Grazie alla cattiva fama del loro presidente, finora avevano avuto qualche probabilità in più rispetto agli altri emigranti africani di vedere accolte le loro richieste di asilo o almeno di ottenere l’ambita protezione sussidiaria che da diritto a risiedere in Italia per tre anni rinnovabili, con garanzia di assistenza sanitaria e sociale e possibilità di ottenere il ricongiungimento famigliare.
Adesso però diventerà più difficile. Anzi, con l’uscita di scena del presidente Jammeh viene meno la minaccia alla vita e alla libertà che, in base alla Convenzione di Ginevra, garantisce a chi ha ottenuto lo status di rifugiato di non essere rimpatriato. Le richieste in attesa di risposta andranno respinte, i clandestini che ancora arriveranno dal Gambia non hanno più motivo di chiedere asilo.

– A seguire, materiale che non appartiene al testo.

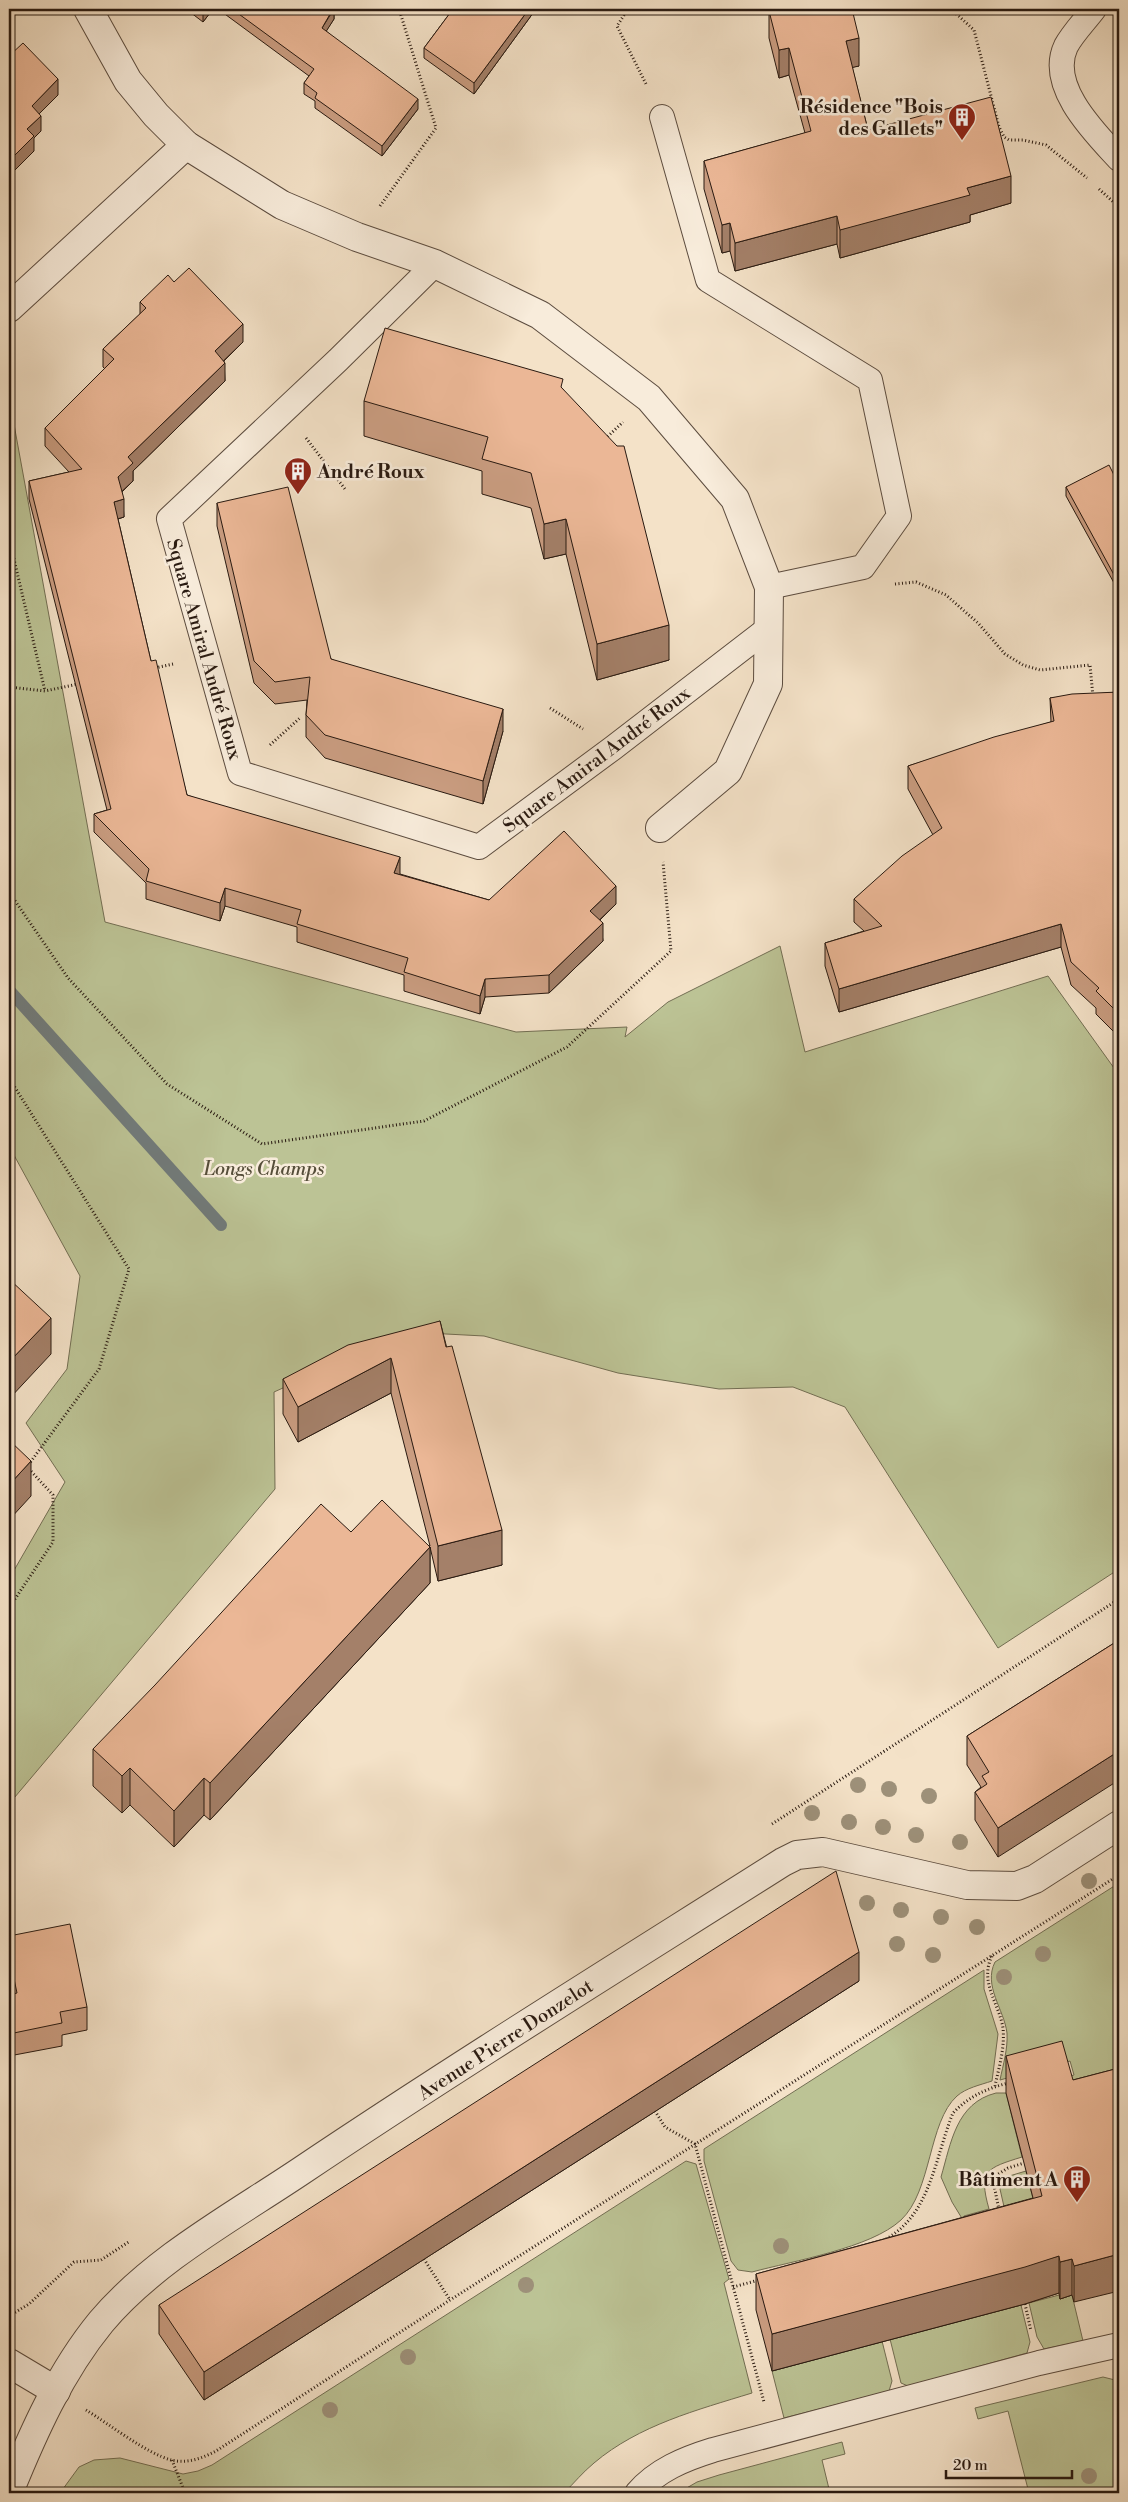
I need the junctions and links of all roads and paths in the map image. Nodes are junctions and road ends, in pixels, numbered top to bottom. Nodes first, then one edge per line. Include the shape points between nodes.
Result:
1 (88, 9) edge
2 (399, 9) edge
3 (628, 9) edge
4 (951, 9) edge
5 (1094, 9) edge
6 (662, 117) joint
7 (186, 145) junction
8 (1119, 160) edge
9 (1119, 207) edge
10 (357, 237) junction
11 (435, 264) junction
12 (9, 308) edge
13 (284, 410) junction
14 (345, 489) dead end
15 (9, 538) edge
16 (863, 567) junction
17 (769, 586) junction
18 (770, 627) junction
19 (208, 657) junction
20 (150, 669) edge
21 (83, 683) edge
22 (9, 687) edge
23 (45, 691) junction
24 (1094, 706) edge
25 (301, 717) dead end
26 (287, 729) dead end
27 (660, 828) joint
28 (9, 892) edge
29 (9, 1078) edge
30 (21, 1461) edge
31 (27, 1466) junction
32 (9, 1608) edge
33 (1119, 1825) edge
34 (1119, 1875) edge
35 (993, 1955) junction
36 (1013, 2082) edge
37 (995, 2086) junction
38 (650, 2104) edge
39 (695, 2144) junction
40 (1024, 2163) edge
41 (1001, 2216) edge
42 (879, 2243) edge
43 (420, 2252) edge
44 (762, 2279) edge
45 (734, 2287) junction
46 (450, 2300) junction
47 (1119, 2344) edge
48 (9, 2362) edge
49 (56, 2391) junction
50 (773, 2434) junction
51 (172, 2460) junction
52 (9, 2492) edge
53 (185, 2493) edge
54 (637, 2493) edge

1 - 7 street via 128,81
2 - 10 path via 436,128
3 - 6 path via 617,26
4 - 9 path via 974,30 1004,137 1046,145
5 - 8 lane via 1066,46 1061,62 1064,81 1090,127
6 - 16 lane via 708,280 870,380 899,516
7 - 10 street via 282,205
7 - 12 street
10 - 11 street
11 - 13 lane, Square Amiral André Roux
11 - 17 street via 540,315 649,398 735,499
13 - 14 path
13 - 19 lane, Square Amiral André Roux via 170,520
15 - 23 path
16 - 17 lane
16 - 24 path via 892,584 916,582 946,595 978,623 1005,654 1023,665 1040,670 1090,666
17 - 18 street
18 - 19 lane, Square Amiral André Roux via 480,846 240,773
18 - 27 street via 768,684 728,771
19 - 20 path
21 - 23 path
22 - 23 path
25 - 26 path
27 - 28 path via 670,951 567,1047 424,1121 262,1144 167,1084 68,978
29 - 31 path via 129,1269 99,1369
30 - 31 path
31 - 32 path via 53,1495 53,1542
33 - 49 street, Avenue Pierre Donzelot via 1017,1886 967,1885 823,1852 811,1852 783,1862 349,2139 173,2257 130,2292 102,2321
34 - 35 path
35 - 37 path via 987,1980 1000,2016 1004,2042
35 - 39 path
36 - 37 path
37 - 42 path via 963,2102 954,2114 920,2208 903,2228
38 - 39 path via 665,2127
39 - 45 path
39 - 46 path
40 - 41 path via 995,2176
43 - 46 path
44 - 45 path
45 - 50 path
46 - 51 path via 216,2451 201,2459
47 - 50 lane
48 - 49 street
49 - 51 path via 157,2454
49 - 52 street, Avenue Pierre Donzelot via 32,2434
50 - 54 lane via 688,2458 647,2482
51 - 53 path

Resta il fatto che il Gambia è un paese povero. Per qualche commissione questo può bastare. A maggio un tribunale di Milano ha concesso un permesso di soggiorno per motivi umanitari a un immigrato del Gambia a cui erano stati negati sia l’asilo che la protezione sussidiaria, non essendo stato in grado di dimostrare di correre pericolo in patria. La motivazione è stata che, date le condizioni del paese, il rimpatrio lo avrebbe privato di un tenore di vita adeguato.
Tornando all’ex dittatore Jammeh, va detto che almeno negli ultimi mesi qualcosa di buono lo ha fatto. Ha proibito le mutilazioni genitali femminili un anno fa e i matrimoni infantili a luglio. Adesso chi sposa una minorenne rischia fino a 20 anni di carcere, tre anni e una grossa ammenda chi esegue mutilazioni genitali femminili.